''Gladiator'' Alonso: Ferrari-Fans wollten es
Von Marc Ellerich
München - Ferraris Superstar Fernando Alonso hat das Verhalten seines Rennstalls im Titel-Zoff um Triple-Champion Sebastian Vettel gerechtfertigt.
"Im Internet kursierten viele Videos. Es war klar, dass unsere Fans eine Erklärung fordern würden", sagte der Spanier beim Ferrari-Weltfinale am Wochenende in Valencia: "Daher war es richtig, dass Ferrari bei der FIA um Klärung gebeten hat."
Die Scuderia hatte in der vergangenen Woche vom Automobil-Weltverband FIA schriftlich um eine Klärung einer Situation aus der vierten Runde beim Brasilien-GP in Sao Paulo gebeten.
Videos hatten den Eindruck erweckt, Sebastian Vettel, der beim Saisonfinale seinen dritten Titel in Serie einfuhr, habe den Toro-Rosso-Fahrer Jean-Eric Vergne überholt, während Gelbe Flaggen geschwenkt wurden. Dies ist verboten und wird mit einer Zeitstrafe geahndet.
Womöglich wäre dann Alonso und nicht Vettel Weltmeister geworden.
Die FIA antwortete auf Ferraris Anfrage, Vettel habe alles richtig gemacht und bleibe Weltmeister.
"Es interessiert mich nicht"
Alonso meinte dazu: "Wir haben eine Antwort bekommen, und ich denke, das Ganze hat sich nun beruhigt."
Er habe den Wirbel um das Vettel-Manöver angeblich nicht besonders aufmerksam verfolgt, behauptete der Pilot aus Oviedo: "Aber ich hatte das Gefühl, dass wir unseren Fans eine Antwort schuldig waren."
Dass sein Team oder er infolge des Schreibens an die FIA als schlechte Verlierer galten, unter anderem bei Formel-1-Promoter Bernie Ecclestone, der Ferraris Verhalten einen "absoluten Witz" nannte, sei ihm egal.
"Ehrlich?
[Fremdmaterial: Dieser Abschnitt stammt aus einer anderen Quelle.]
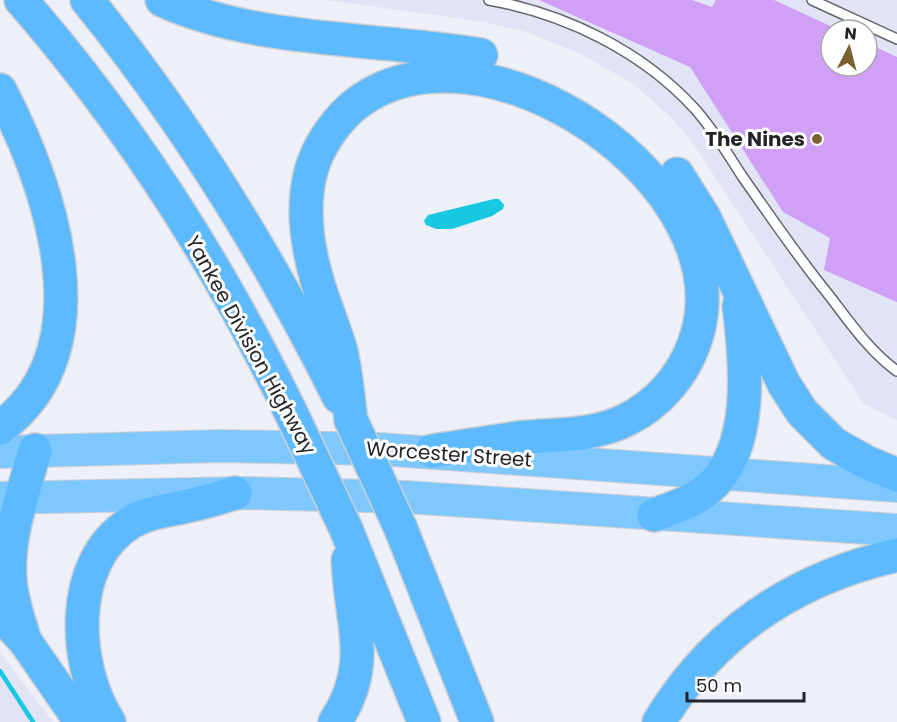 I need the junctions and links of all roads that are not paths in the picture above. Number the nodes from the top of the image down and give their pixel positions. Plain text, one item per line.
1 (21, 0) edge
2 (87, 0) edge
3 (162, 0) edge
4 (489, 0) edge
5 (812, 0) edge
6 (897, 39) edge
7 (0, 90) edge
8 (737, 290) junction
9 (896, 370) edge
10 (351, 420) junction
11 (0, 428) edge
12 (34, 450) junction
13 (432, 451) junction
14 (0, 452) edge
15 (722, 473) junction
16 (897, 475) edge
17 (897, 486) edge
18 (235, 493) junction
19 (11, 497) edge
20 (654, 515) junction
21 (346, 529) junction
22 (897, 530) edge
23 (897, 555) edge
24 (0, 614) edge
25 (25, 641) junction
26 (81, 722) edge
27 (109, 722) edge
28 (335, 722) edge
29 (424, 722) edge
30 (477, 722) edge
31 (659, 722) edge

1 - 21 highway, Yankee Division Highway, bridge
2 - 10 highway
3 - 8 highway
4 - 9 lane
5 - 6 lane
7 - 11 highway
8 - 15 highway
8 - 16 highway
10 - 13 highway
10 - 30 highway, bridge
12 - 13 highway, Worcester Street
12 - 14 highway, Worcester Street
12 - 19 highway
13 - 15 highway, Worcester Street
15 - 17 highway, Worcester Street
15 - 20 highway
18 - 19 highway
18 - 20 highway
18 - 27 highway
19 - 25 highway
20 - 22 highway
21 - 28 highway
21 - 29 highway, Yankee Division Highway
23 - 31 highway
24 - 25 highway
25 - 26 highway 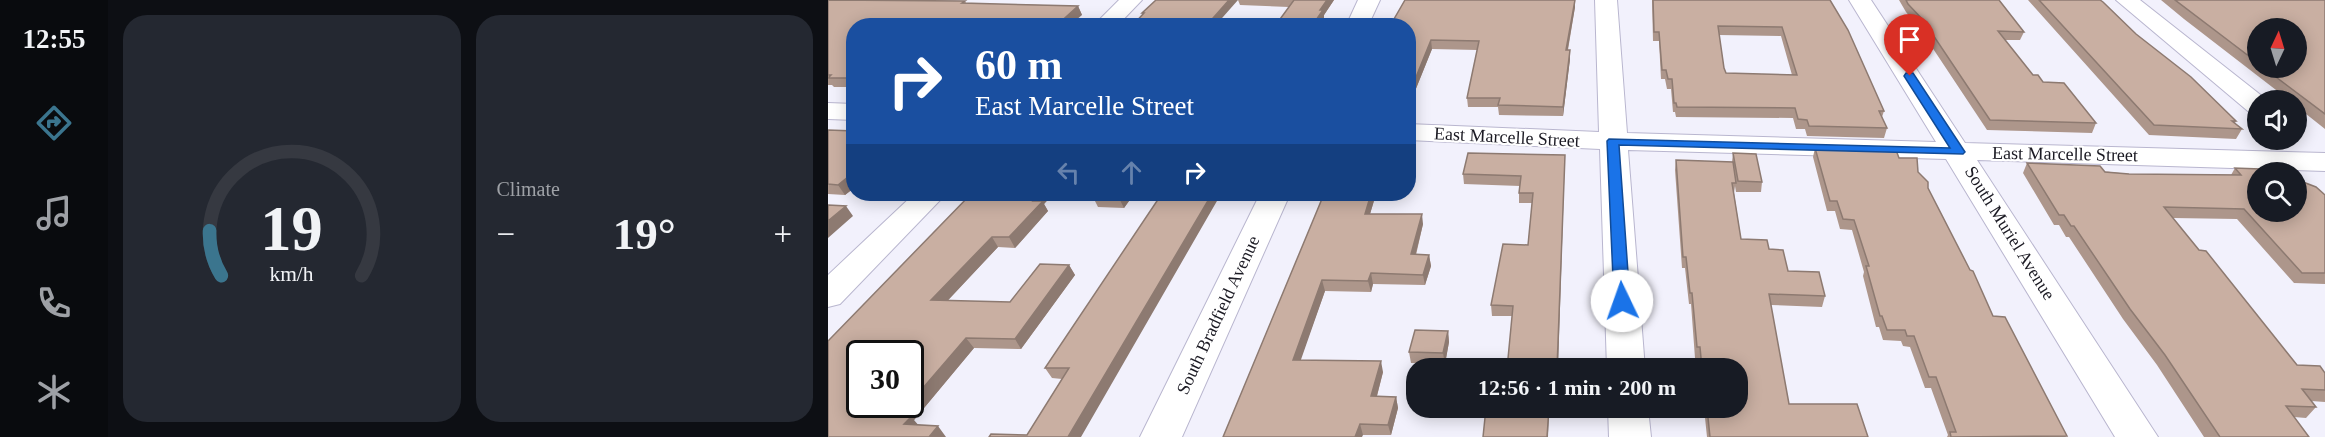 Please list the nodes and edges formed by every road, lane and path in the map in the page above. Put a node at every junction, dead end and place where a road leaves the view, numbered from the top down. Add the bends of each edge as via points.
1 (1131, 0) edge
2 (1369, 0) edge
3 (1606, 0) edge
4 (1860, 0) edge
5 (2127, 0) edge
6 (1112, 18) edge
7 (1361, 18) edge
8 (2247, 97) edge
9 (828, 111) edge
10 (846, 112) edge
11 (1416, 132) edge
12 (1613, 141) junction
13 (2307, 146) edge
14 (1958, 152) junction
15 (2325, 161) edge
16 (924, 201) edge
17 (1272, 201) edge
18 (828, 295) edge
19 (1625, 358) edge
20 (1629, 418) edge
21 (1161, 437) edge
22 (1630, 437) edge
23 (2137, 437) edge

1 - 6 street
2 - 7 street
3 - 12 street
4 - 14 street, South Muriel Avenue
5 - 8 street
9 - 10 street
11 - 12 street, East Marcelle Street
12 - 14 street, East Marcelle Street
12 - 19 street
13 - 15 street
14 - 15 street, East Marcelle Street
14 - 23 street, South Muriel Avenue
16 - 18 street
17 - 21 street, South Bradfield Avenue
20 - 22 street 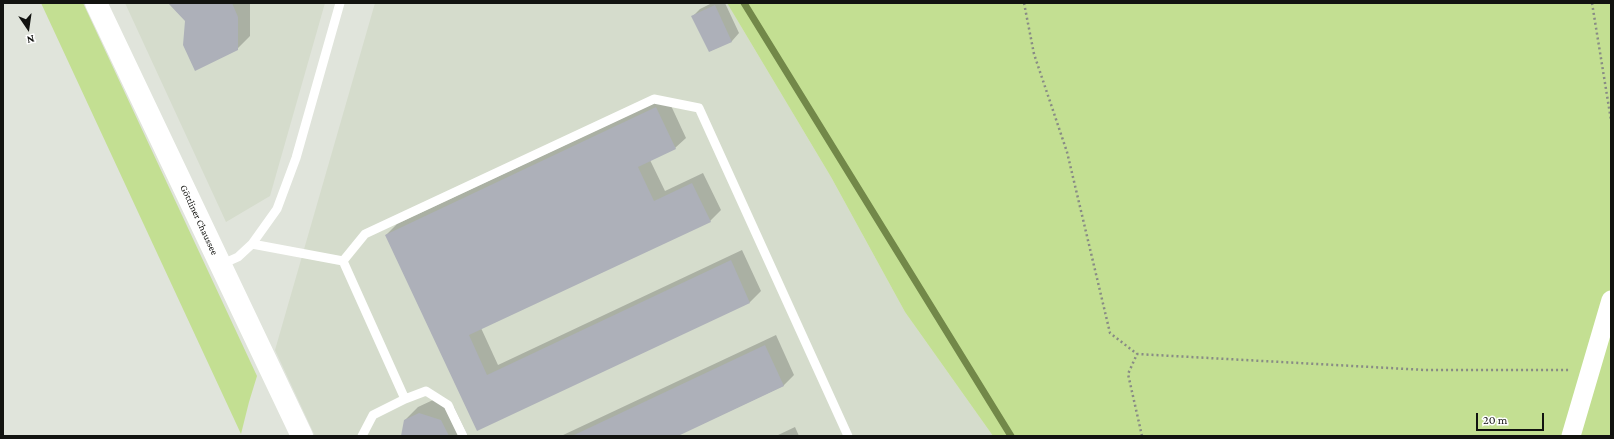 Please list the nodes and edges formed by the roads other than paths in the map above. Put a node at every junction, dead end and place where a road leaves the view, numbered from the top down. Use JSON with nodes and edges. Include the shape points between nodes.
{"nodes":[{"id":1,"x":96,"y":3,"type":"edge"},
{"id":2,"x":340,"y":3,"type":"edge"},
{"id":3,"x":252,"y":244,"type":"junction"},
{"id":4,"x":343,"y":261,"type":"junction"},
{"id":5,"x":220,"y":265,"type":"junction"},
{"id":6,"x":1611,"y":300,"type":"edge"},
{"id":7,"x":405,"y":399,"type":"junction"},
{"id":8,"x":302,"y":436,"type":"edge"},
{"id":9,"x":362,"y":436,"type":"edge"},
{"id":10,"x":463,"y":436,"type":"edge"},
{"id":11,"x":848,"y":436,"type":"edge"},
{"id":12,"x":1570,"y":436,"type":"edge"}],
"edges":[{"from":1,"to":5,"type":"street","name":"Göttliner Chaussee"},
{"from":2,"to":3,"type":"lane","via":[[296,158],[277,209]]},
{"from":3,"to":4,"type":"lane"},
{"from":3,"to":5,"type":"lane","via":[[238,257]]},
{"from":4,"to":7,"type":"lane"},
{"from":4,"to":11,"type":"lane","via":[[365,234],[654,99],[699,108]]},
{"from":5,"to":8,"type":"street","name":"Göttliner Chaussee"},
{"from":6,"to":12,"type":"street"},
{"from":7,"to":9,"type":"lane","via":[[373,415]]},
{"from":7,"to":10,"type":"lane","via":[[426,391],[448,405]]}]} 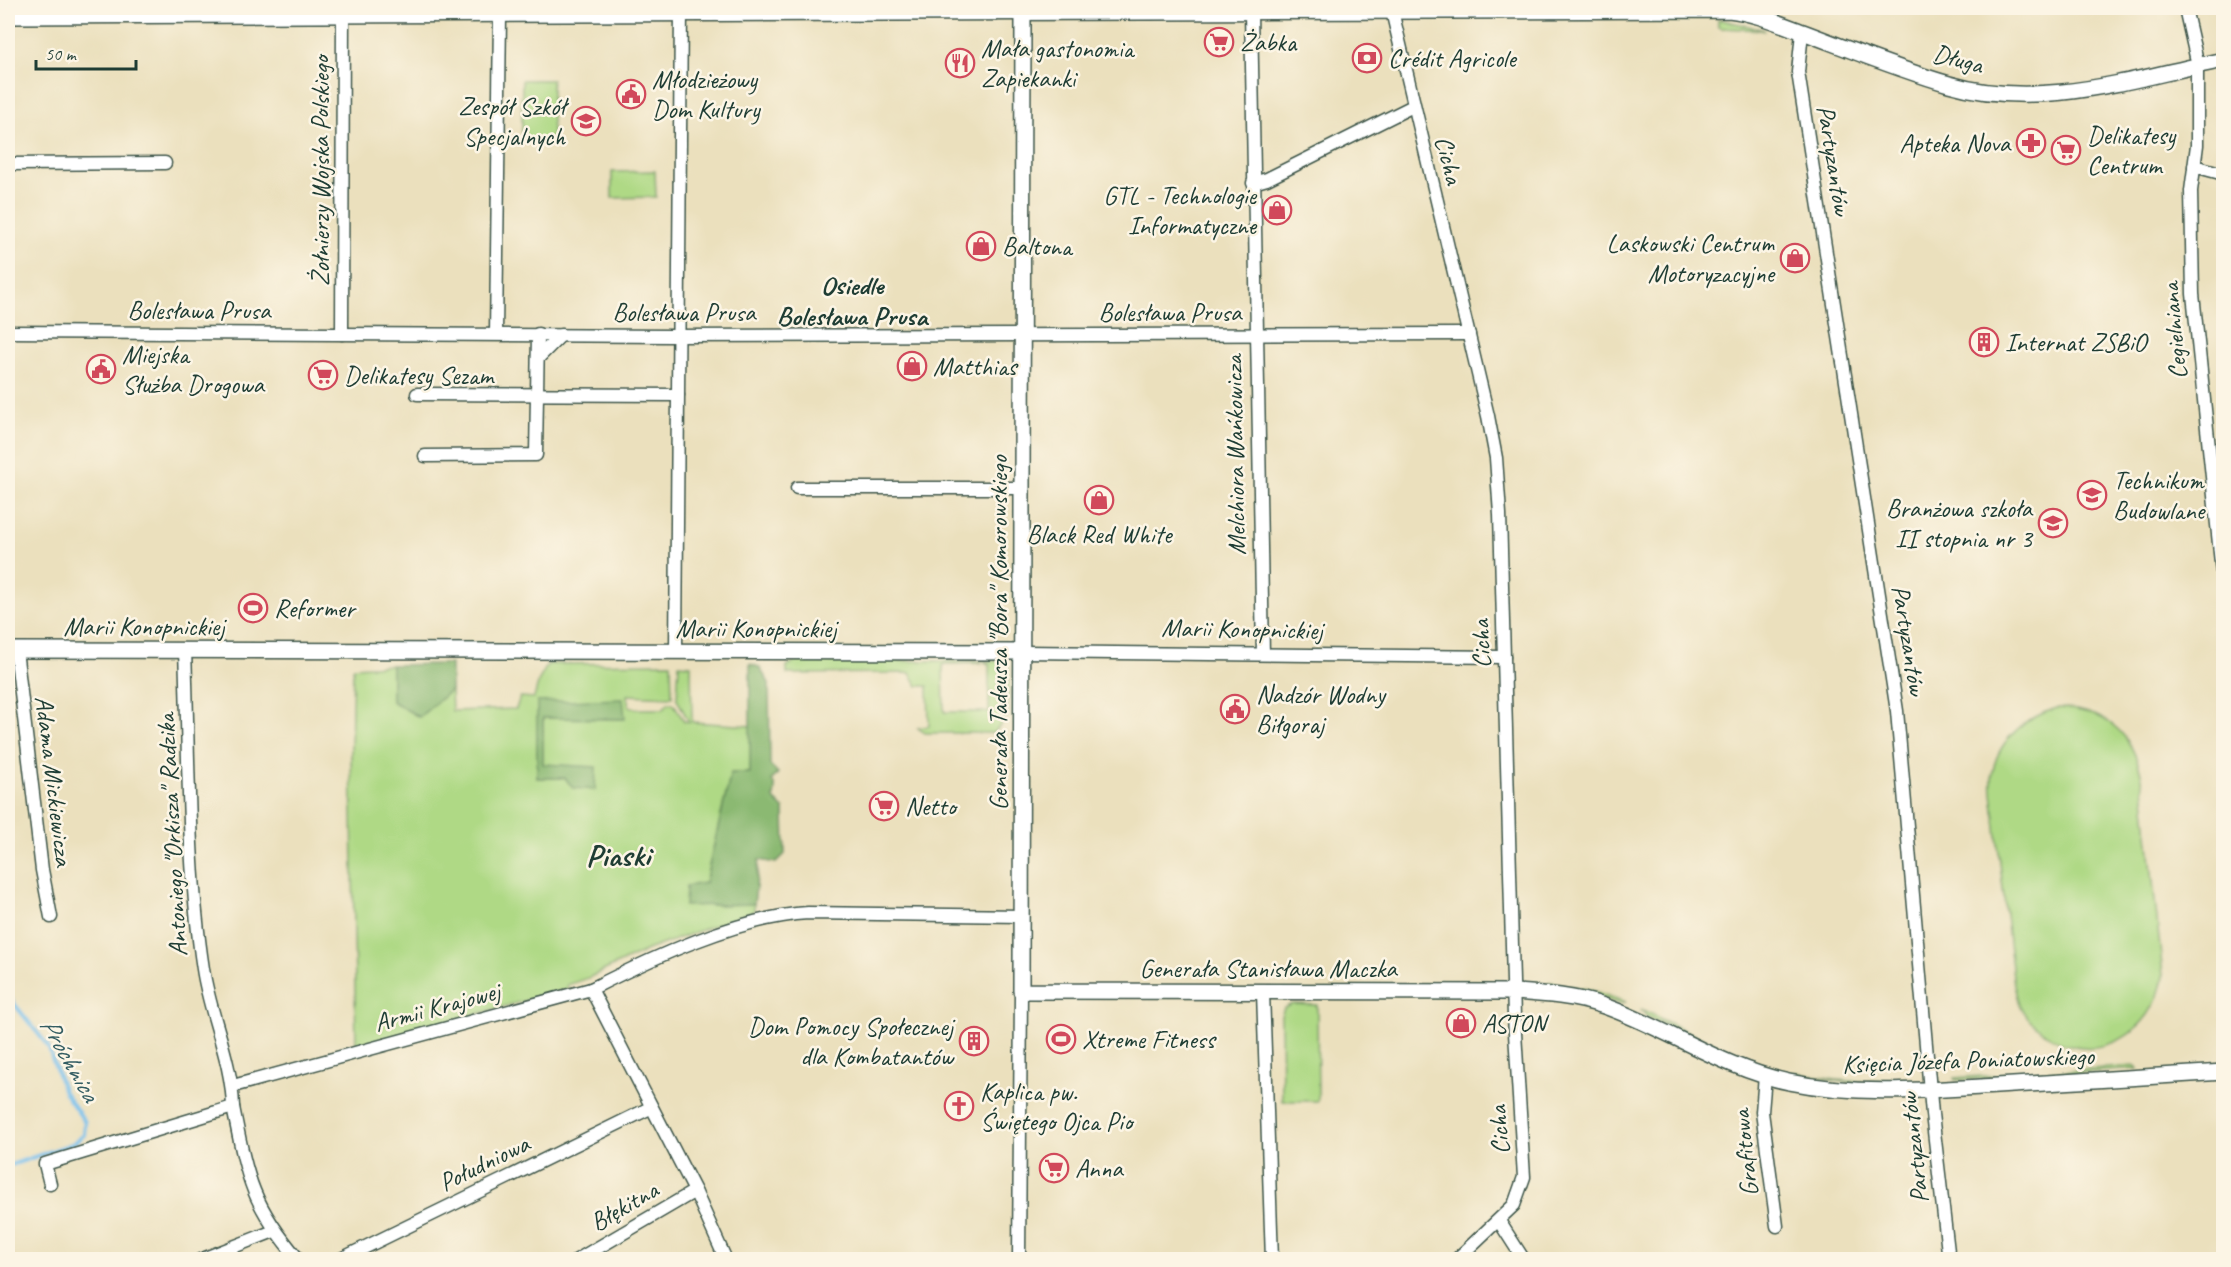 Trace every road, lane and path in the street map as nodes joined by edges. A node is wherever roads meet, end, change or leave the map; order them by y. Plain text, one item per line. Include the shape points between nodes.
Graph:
1 (1687, 8) edge
2 (2185, 8) edge
3 (1022, 10) edge
4 (681, 11) edge
5 (1392, 11) junction
6 (343, 12) edge
7 (1251, 12) junction
8 (8, 16) edge
9 (500, 16) junction
10 (1802, 32) junction
11 (2223, 60) edge
12 (2197, 65) junction
13 (1413, 106) junction
14 (165, 163) dead end
15 (8, 164) edge
16 (2194, 166) junction
17 (2223, 174) edge
18 (1253, 183) junction
19 (8, 332) edge
20 (342, 334) junction
21 (496, 334) junction
22 (538, 334) junction
23 (1469, 334) junction
24 (561, 335) junction
25 (1022, 335) junction
26 (1255, 335) junction
27 (678, 336) junction
28 (538, 358) junction
29 (417, 394) dead end
30 (537, 394) junction
31 (678, 395) junction
32 (425, 456) dead end
33 (797, 488) dead end
34 (1022, 488) junction
35 (2223, 592) edge
36 (12, 650) edge
37 (185, 650) junction
38 (676, 652) junction
39 (1022, 652) junction
40 (1263, 654) junction
41 (1504, 657) junction
42 (1021, 916) junction
43 (51, 917) dead end
44 (591, 989) junction
45 (1022, 991) junction
46 (1263, 992) junction
47 (1515, 992) junction
48 (2223, 1072) edge
49 (1765, 1076) junction
50 (233, 1086) junction
51 (1930, 1089) junction
52 (233, 1107) junction
53 (650, 1108) junction
54 (50, 1184) dead end
55 (695, 1191) junction
56 (1499, 1221) junction
57 (1777, 1226) dead end
58 (274, 1231) junction
59 (200, 1260) edge
60 (299, 1260) edge
61 (339, 1260) edge
62 (577, 1260) edge
63 (726, 1260) edge
64 (1019, 1260) edge
65 (1272, 1260) edge
66 (1456, 1260) edge
67 (1524, 1260) edge
68 (1949, 1260) edge

1 - 5 street, Długa
1 - 10 street, Długa via 1742,11
2 - 12 street, Cegielniana
3 - 4 street, Długa
3 - 7 street, Długa
3 - 25 street, Generała Tadeusza "Bora" Komorowskiego
4 - 9 street, Długa
4 - 27 street
5 - 7 street, Długa
5 - 13 street, Cicha
6 - 8 street, Długa
6 - 9 street, Długa
6 - 20 street, Żołnierzy Wojska Polskiego
7 - 18 street, Melchiora Wańkowicza
9 - 21 street
10 - 12 street, Długa via 1949,84 2003,94 2076,91
10 - 51 street, Partyzantów via 1798,72 1897,711
11 - 12 street, Długa
12 - 16 street, Cegielniana
13 - 18 street via 1339,145
13 - 23 street, Cicha
14 - 15 street
16 - 17 street
16 - 35 street, Cegielniana via 2193,294
18 - 26 street, Melchiora Wańkowicza
19 - 20 street, Bolesława Prusa
20 - 21 street, Bolesława Prusa
21 - 22 street, Bolesława Prusa
22 - 24 street, Bolesława Prusa
22 - 28 street
23 - 26 street, Bolesława Prusa
23 - 41 street, Cicha via 1496,458
24 - 27 street, Bolesława Prusa
24 - 28 street
25 - 26 street, Bolesława Prusa
25 - 27 street, Bolesława Prusa
25 - 34 street, Generała Tadeusza "Bora" Komorowskiego
26 - 40 street, Melchiora Wańkowicza
27 - 31 street
28 - 30 street
29 - 30 street
30 - 31 street
30 - 32 street via 536,455
31 - 38 street
33 - 34 street
34 - 39 street, Generała Tadeusza "Bora" Komorowskiego
36 - 37 street, Marii Konopnickiej
36 - 43 street, Adama Mickiewicza
37 - 38 street, Marii Konopnickiej
37 - 50 street, Antoniego "Orkisza" Radzika via 194,905 203,971
38 - 39 street, Marii Konopnickiej
39 - 40 street, Marii Konopnickiej
39 - 42 street, Generała Tadeusza "Bora" Komorowskiego
40 - 41 street, Marii Konopnickiej
41 - 47 street, Cicha
42 - 44 street, Armii Krajowej via 779,915 662,955
42 - 45 street, Generała Tadeusza "Bora" Komorowskiego
44 - 50 street, Armii Krajowej
44 - 53 street
45 - 46 street, Generała Stanisława Maczka
45 - 64 street, Generała Tadeusza "Bora" Komorowskiego
46 - 47 street, Generała Stanisława Maczka
46 - 65 street
47 - 49 street, Księcia Józefa Poniatowskiego via 1563,996 1602,1006
47 - 56 street, Cicha via 1524,1177 1518,1200
48 - 51 street, Księcia Józefa Poniatowskiego
49 - 51 street, Księcia Józefa Poniatowskiego via 1837,1089
49 - 57 street, Grafitowa via 1762,1112
50 - 52 street
51 - 68 street, Partyzantów
52 - 54 street via 45,1164
52 - 58 street via 249,1184
53 - 55 street
53 - 61 street, Południowa
55 - 62 street, Błękitna
55 - 63 street
56 - 66 street, Cicha
56 - 67 street
58 - 59 street
58 - 60 street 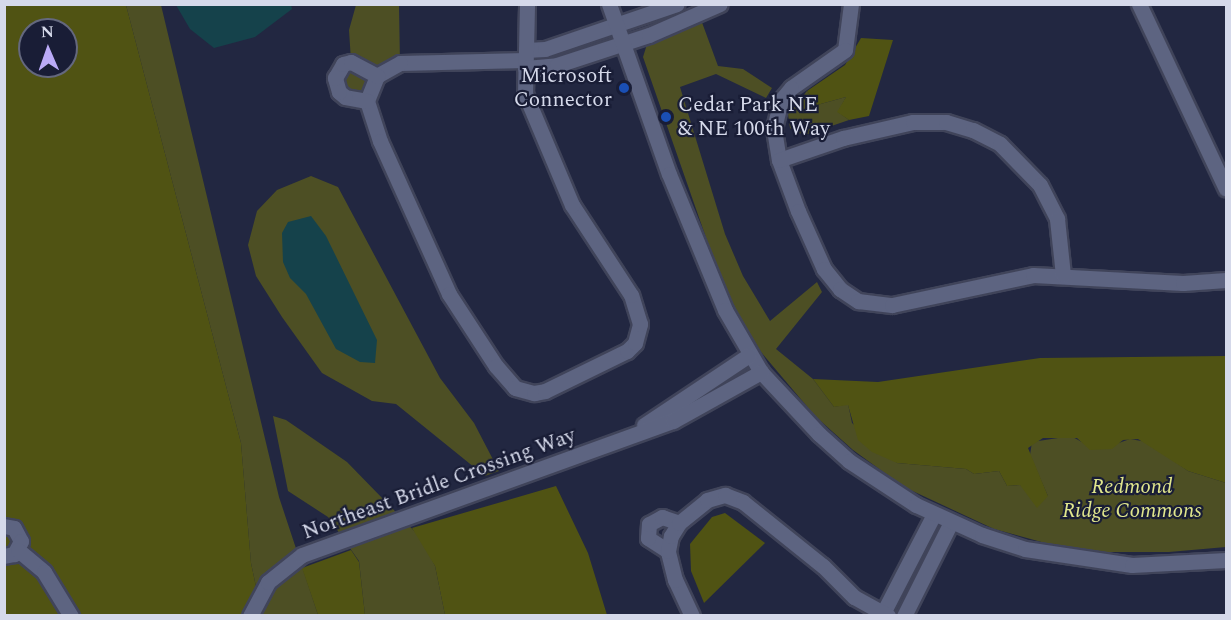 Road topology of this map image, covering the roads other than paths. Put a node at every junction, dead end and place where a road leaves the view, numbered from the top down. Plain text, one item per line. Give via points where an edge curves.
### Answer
1 (527, 4) edge
2 (609, 4) edge
3 (677, 4) edge
4 (720, 4) edge
5 (851, 4) edge
6 (1139, 4) edge
7 (617, 23) junction
8 (624, 42) junction
9 (525, 59) junction
10 (377, 76) junction
11 (367, 101) junction
12 (779, 160) junction
13 (1225, 182) edge
14 (1063, 275) junction
15 (1227, 280) edge
16 (749, 355) junction
17 (761, 372) junction
18 (632, 434) junction
19 (934, 514) junction
20 (951, 522) junction
21 (679, 523) junction
22 (4, 526) edge
23 (668, 551) junction
24 (11, 553) edge
25 (1227, 560) edge
26 (886, 614) edge
27 (71, 615) edge
28 (250, 615) edge
29 (692, 615) edge
30 (904, 615) edge

1 - 9 street
2 - 7 street
3 - 7 street
4 - 8 street
5 - 12 street via 845,50 791,88 781,100 774,129
6 - 13 street
7 - 8 street
7 - 9 street
8 - 9 street via 557,65
8 - 16 street via 698,250
9 - 10 street via 410,61
9 - 11 street via 525,94 572,205 631,295 639,333 627,351 545,391 524,392 515,388 478,342 432,262 372,123
10 - 11 street
10 - 11 street via 351,62 335,78 339,92
12 - 14 street via 824,269 835,284 858,301 892,305 1006,279
12 - 14 street via 843,138 913,122 946,122 973,130 1000,144 1040,185 1056,219
14 - 15 street via 1183,283
16 - 17 street
16 - 18 street, Northeast Bridle Crossing Way
17 - 18 street, Northeast Bridle Crossing Way via 702,408
17 - 19 street via 800,416 849,461
18 - 28 street, Northeast Bridle Crossing Way via 344,538 284,567 268,582
19 - 20 street
19 - 26 street
20 - 25 street via 1025,549 1087,561 1152,565
20 - 30 street
21 - 23 street
21 - 23 street via 662,517 649,524 648,538
21 - 26 street via 707,500 725,495 743,502 823,566 854,597
22 - 24 street via 18,532
23 - 29 street via 675,580
24 - 27 street via 44,572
Es interessiert mich nicht, wie die Meinung über mich in Deutschland oder sonstwo ist", sagte Alonso: "Für mich zählt, dass Menschen, die mich auf der Strasse treffen, mich umarmen und mich Gladiator oder Samurai nennen."
Seitenhieb auf Vettel
Und auch einen Seitenhieb auf Vettel konnte sich dessen spanischer Widersacher nicht verkneifen.
"Um zu den ganz Grossen des Sports zu zählen, reichen Titelgewinne nicht aus", behauptete der Ferrari-Lenker: "Es zählen auch Situationen dazu, wie wir sie während der Saison erlebt haben."
Mit seiner Leistung in den 20 Rennen sei er ohnehin sehr zufrieden, betonte der 31-Jährige: "Unterm Strich haben wir zwar um drei Punkte den Kürzeren gezogen, doch ich hatte die beste Saison meines Lebens."
Und weiter: "Es war ein perfektes Jahr. Der einzige Schwachpunkt war das Auto."
Ohrfeige für Ecclestone
Tags zuvor hatte sich auch Ferraris Oberhaupt Luca di Montezomolo zu Wort gemeldet.
Scharf rechnete der Präsident der Roten mit Ecclestone ab, der den Rennstall deutlich kritisiert hatte.
"Ecclestone? Man muss Respekt für die Älteren zeigen, besonders, wenn sie nicht mehr wissen, was sie reden", wurde der Italiener von der "Gazzetta dello Sport" zitiert: "Dennoch, ein gewisses Alter ist nicht mehr vereinbar mit gewissen Positionen und Verantwortungsbereichen."
Kritik an Schumi
Auch seinen ehemaligen Vertrauten Michael Schumacher, der mit Ferrari fünf Mal Weltmeister wurde, nahm di Montezemolo nicht von seiner Kritik aus.
Er verspüre eine "gewisse Enttäuschung", dass Schumacher kurz vor Ende des Rennens Vettel kampflos habe passieren lassen: "Ich hätte mir von Michael Schumacher ein anderes letztes Rennen erwartet."
Harte Worte. Was bleibt, ist der Eindruck, als habe Ferrari auch eine Woche nach dem Saisonfinale weiterhin hart mit der Niederlage gegen Vettel und Red Bull zu kämpfen.